◆ EXERCISE
Give only a number in reply. It should be how many lines in the records contain the string "dead".

----- LISTED RECORDS

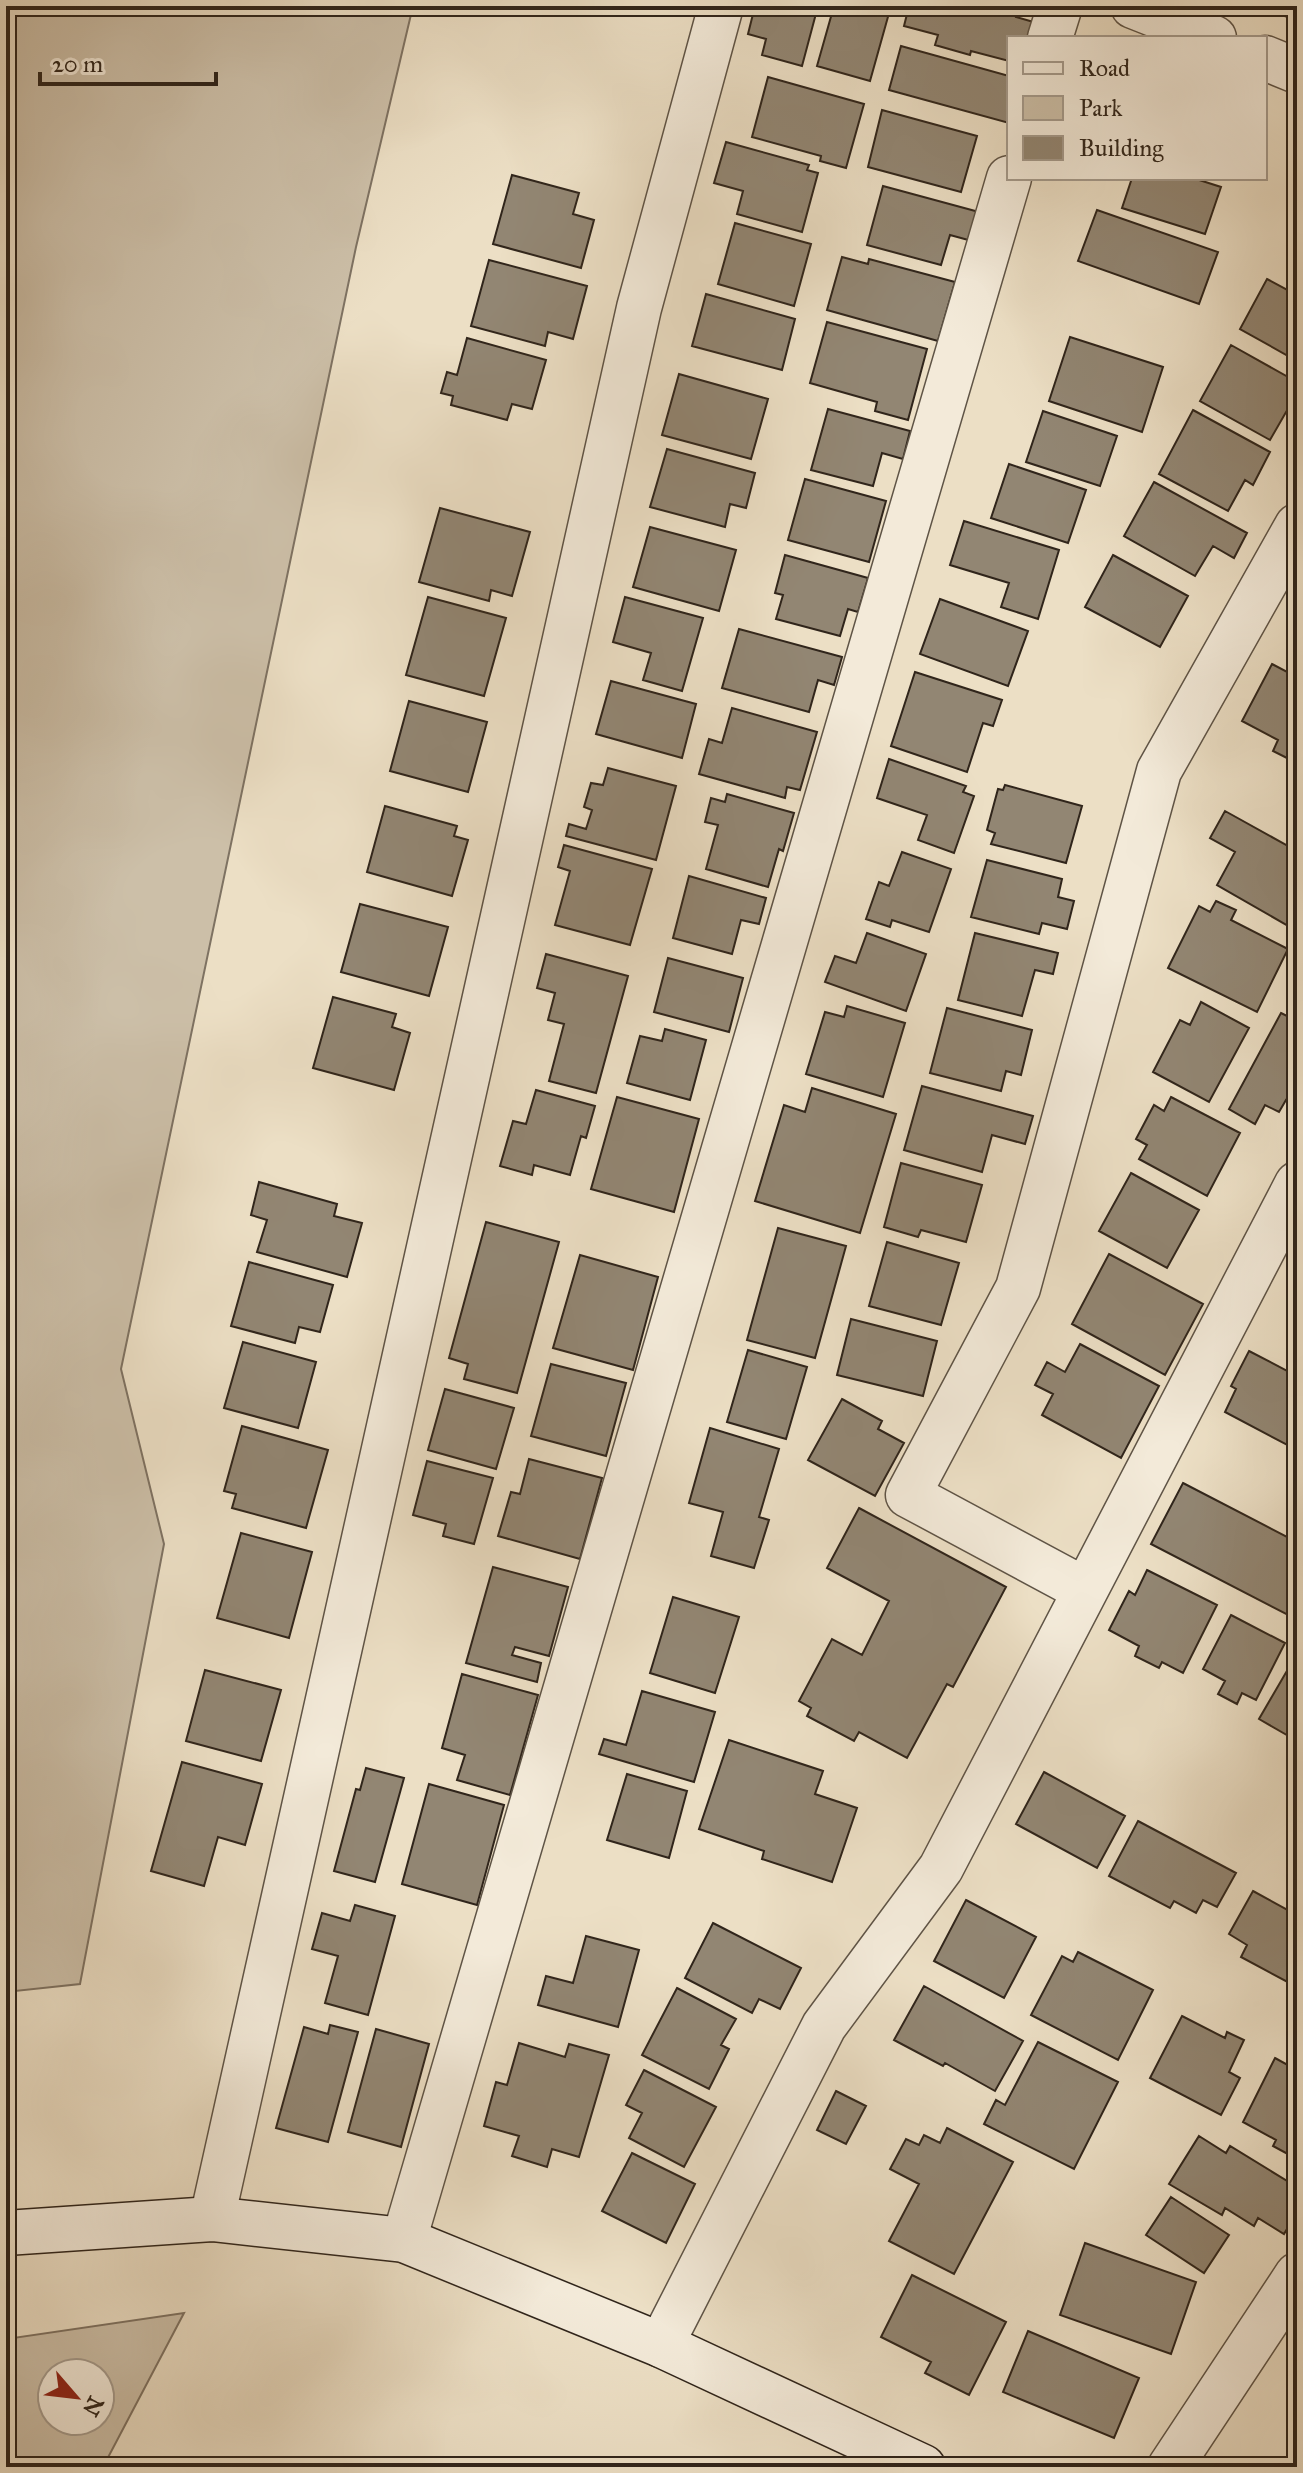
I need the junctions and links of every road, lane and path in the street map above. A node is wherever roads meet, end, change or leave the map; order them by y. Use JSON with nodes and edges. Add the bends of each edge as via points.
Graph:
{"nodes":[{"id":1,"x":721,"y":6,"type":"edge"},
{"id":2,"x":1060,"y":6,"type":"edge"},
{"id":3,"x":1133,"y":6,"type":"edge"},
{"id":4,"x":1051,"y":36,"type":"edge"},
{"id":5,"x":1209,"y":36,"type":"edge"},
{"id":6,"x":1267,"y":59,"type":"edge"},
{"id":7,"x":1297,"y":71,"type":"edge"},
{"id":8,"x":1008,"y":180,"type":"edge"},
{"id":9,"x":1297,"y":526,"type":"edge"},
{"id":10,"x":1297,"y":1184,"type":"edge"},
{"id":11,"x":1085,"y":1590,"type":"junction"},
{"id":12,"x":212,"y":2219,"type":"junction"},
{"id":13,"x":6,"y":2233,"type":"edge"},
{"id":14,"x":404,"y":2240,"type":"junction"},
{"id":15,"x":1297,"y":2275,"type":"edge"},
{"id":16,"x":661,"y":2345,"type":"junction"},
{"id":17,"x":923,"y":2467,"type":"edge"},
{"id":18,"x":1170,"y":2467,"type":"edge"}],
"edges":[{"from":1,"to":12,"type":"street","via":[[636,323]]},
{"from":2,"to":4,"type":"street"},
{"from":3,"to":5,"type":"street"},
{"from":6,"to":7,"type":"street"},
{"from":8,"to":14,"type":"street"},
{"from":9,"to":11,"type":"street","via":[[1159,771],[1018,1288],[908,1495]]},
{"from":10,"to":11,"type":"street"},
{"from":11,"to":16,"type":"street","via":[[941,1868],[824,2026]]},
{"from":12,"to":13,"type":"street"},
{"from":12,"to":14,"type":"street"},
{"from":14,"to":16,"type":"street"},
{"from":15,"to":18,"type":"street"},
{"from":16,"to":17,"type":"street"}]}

----------
----- LISTED RECORDS

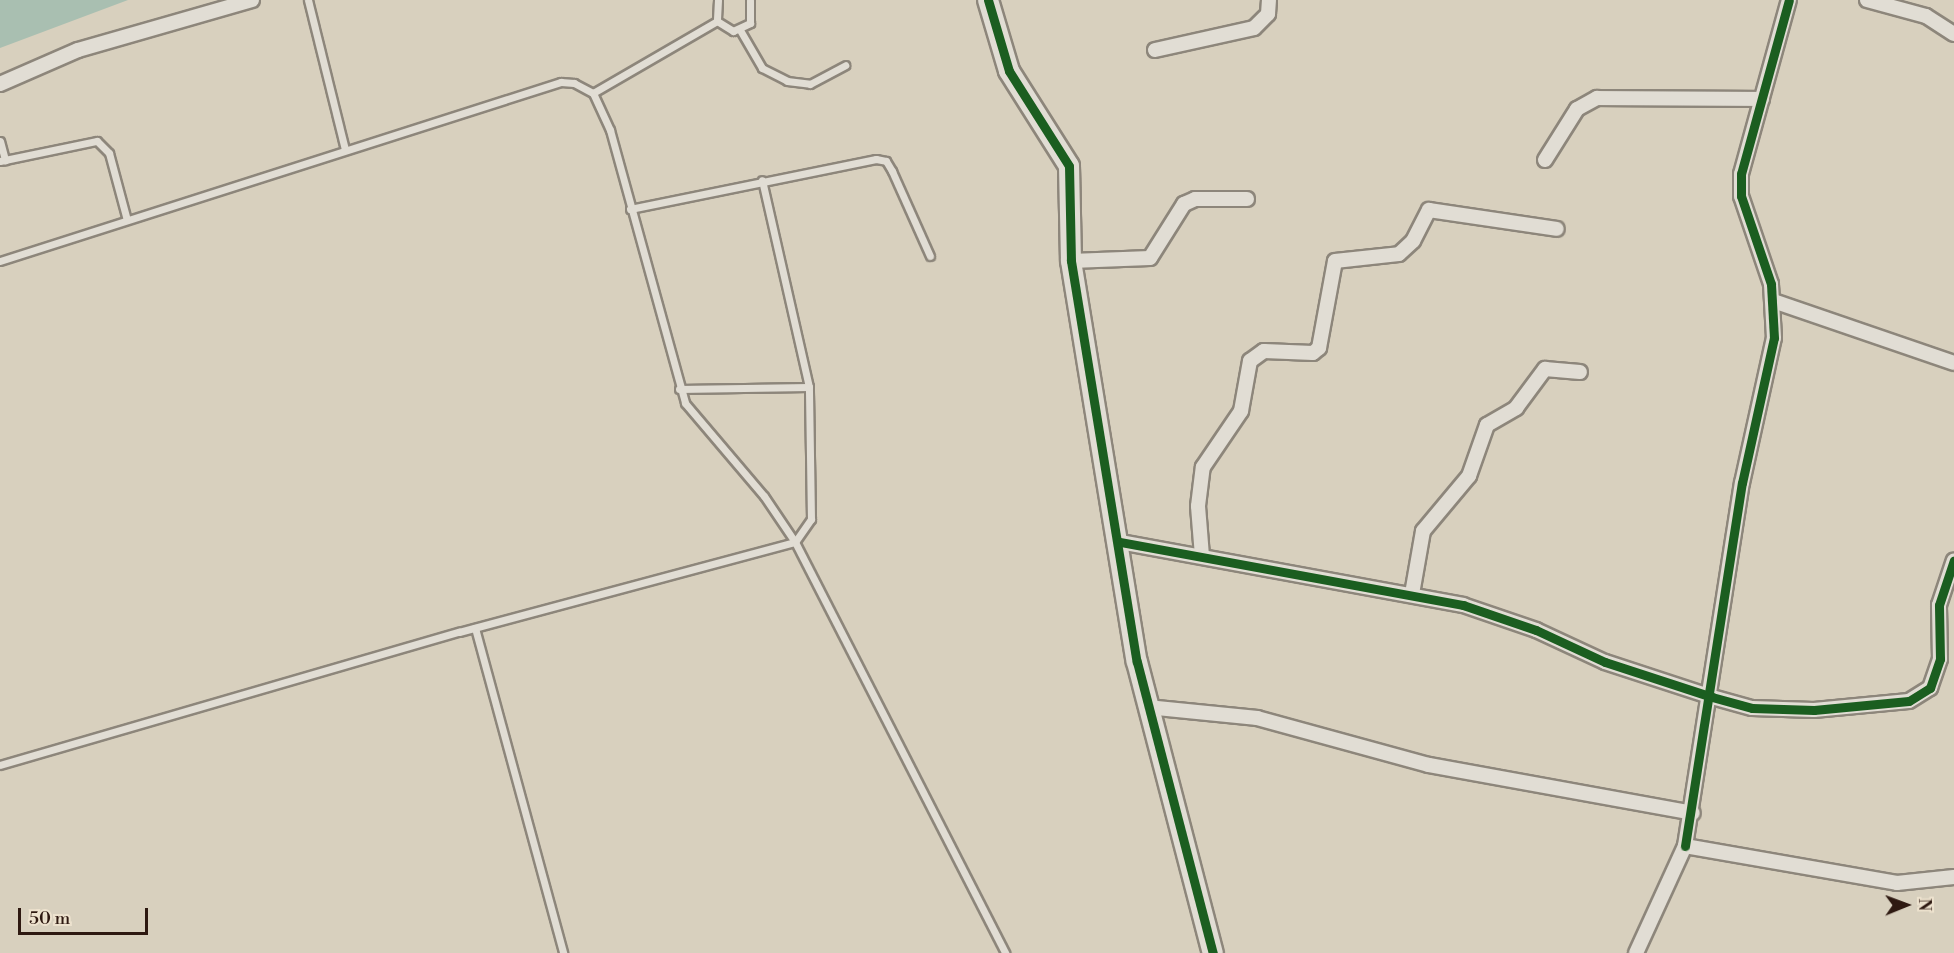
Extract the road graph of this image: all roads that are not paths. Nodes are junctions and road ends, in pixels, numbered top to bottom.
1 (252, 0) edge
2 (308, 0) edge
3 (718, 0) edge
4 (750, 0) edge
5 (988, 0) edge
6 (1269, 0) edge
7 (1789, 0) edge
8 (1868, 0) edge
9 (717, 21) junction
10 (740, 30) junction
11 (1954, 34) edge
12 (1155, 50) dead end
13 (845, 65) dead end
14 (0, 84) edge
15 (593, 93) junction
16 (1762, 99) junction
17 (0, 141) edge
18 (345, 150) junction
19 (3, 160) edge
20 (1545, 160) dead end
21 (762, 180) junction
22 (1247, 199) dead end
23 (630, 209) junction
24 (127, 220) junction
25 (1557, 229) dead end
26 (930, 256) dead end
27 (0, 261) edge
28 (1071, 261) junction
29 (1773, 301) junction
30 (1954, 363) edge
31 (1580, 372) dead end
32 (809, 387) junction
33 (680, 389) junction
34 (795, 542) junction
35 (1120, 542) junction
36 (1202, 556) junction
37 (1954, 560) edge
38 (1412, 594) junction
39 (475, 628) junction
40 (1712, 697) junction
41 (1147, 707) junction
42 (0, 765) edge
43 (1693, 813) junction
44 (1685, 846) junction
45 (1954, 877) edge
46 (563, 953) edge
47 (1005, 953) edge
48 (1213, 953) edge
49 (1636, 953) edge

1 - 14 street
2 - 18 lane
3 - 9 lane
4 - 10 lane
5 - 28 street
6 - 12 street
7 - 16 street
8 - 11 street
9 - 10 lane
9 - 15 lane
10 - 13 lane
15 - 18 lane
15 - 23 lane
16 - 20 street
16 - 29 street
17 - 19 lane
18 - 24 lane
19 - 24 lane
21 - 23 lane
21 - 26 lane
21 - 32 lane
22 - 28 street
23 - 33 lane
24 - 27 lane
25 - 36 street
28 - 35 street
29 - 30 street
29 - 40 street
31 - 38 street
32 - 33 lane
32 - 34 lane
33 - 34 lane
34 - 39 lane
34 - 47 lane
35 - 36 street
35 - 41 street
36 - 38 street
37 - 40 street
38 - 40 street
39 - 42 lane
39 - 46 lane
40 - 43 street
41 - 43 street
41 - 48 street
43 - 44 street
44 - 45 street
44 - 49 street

----------

◆ PROBLEM SOLUTION
7